There are many factors influencing H. pylori infection. Besides the factors mentioned above, studies have shown that consuming street snacks and dining out are positively correlated with H. pylori infection[27]. The results of this study indicate that the H. pylori infection rate is higher among those who frequently consume foods like barbecue and cured meat. It is speculated that this might be related to the relatively high salt content in these foods, as well as the possible generation of carcinogenic substances such as N-nitroso compounds during the processing. These substances can stimulate gastric acid secretion, causing acute damage to the gastric mucosa and increasing the incidence of H. pylori infection. Additionally, during the cooking process of barbecue foods, there may be issues such as inadequate heating and sub-standard hygiene conditions[26]. This study found that sharing tableware is associated with H. pylori infection.

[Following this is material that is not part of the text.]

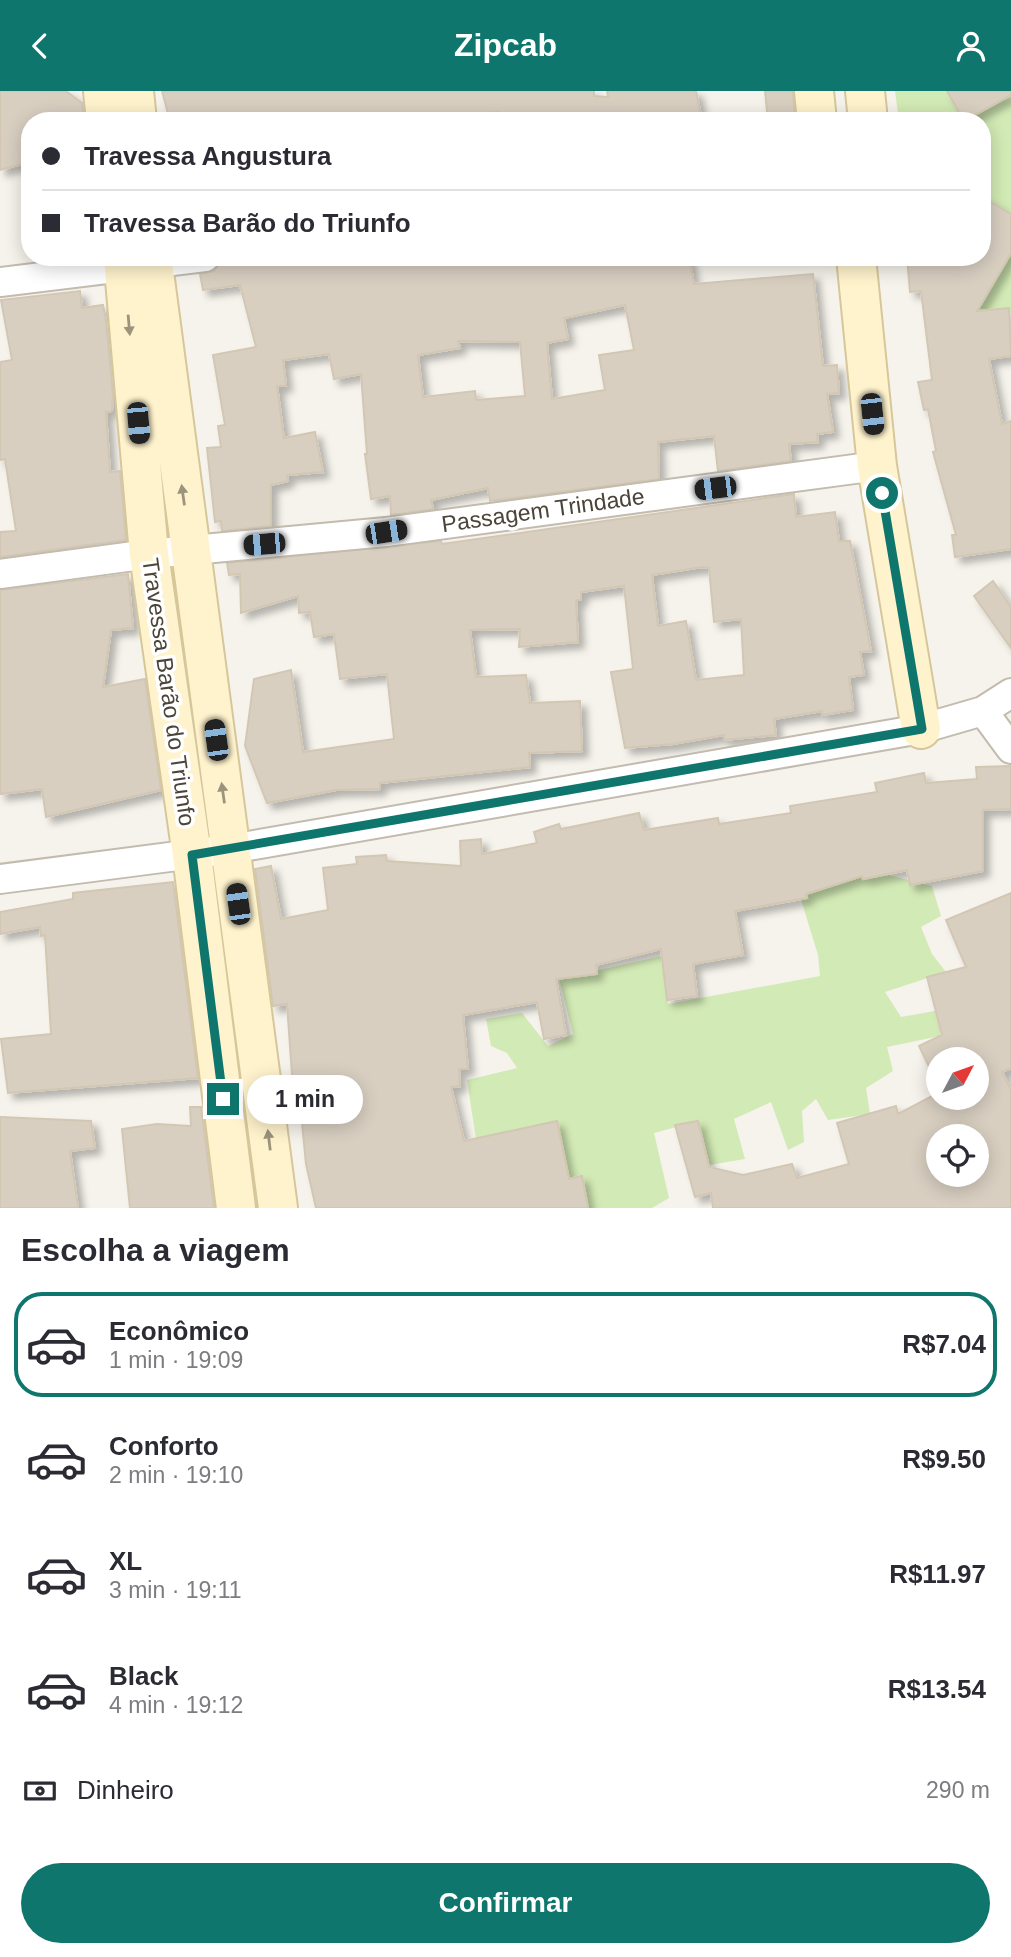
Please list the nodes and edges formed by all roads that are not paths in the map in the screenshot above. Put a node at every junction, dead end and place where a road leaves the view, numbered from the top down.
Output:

As a chronic infectious disease, H. pylori exhibits a family-clustering phenomenon, and sharing tableware may contribute to the transmission of H. pylori. An epidemiological review has proposed that drinking well water is a risk factor for H. pylori infection, and H. pylori DNA has been detected in samples of river water, seawater, well water, and drinking water[27,28]. Some studies also believe that the aquatic environment and sewage sludge potentially play a role in the transmission of H. pylori infection[29]. This further supports the findings of this study, namely that the H. pylori infection rate is higher among people who drink river water. In Xinjiang Uygur Autonomous Region, many farmers and herdsmen live in mountainous areas where water resources for drinking are limited. The river water they drink may not meet the hygiene standards and may not be adequately heated, both of which can increase the risk of H. pylori exposure.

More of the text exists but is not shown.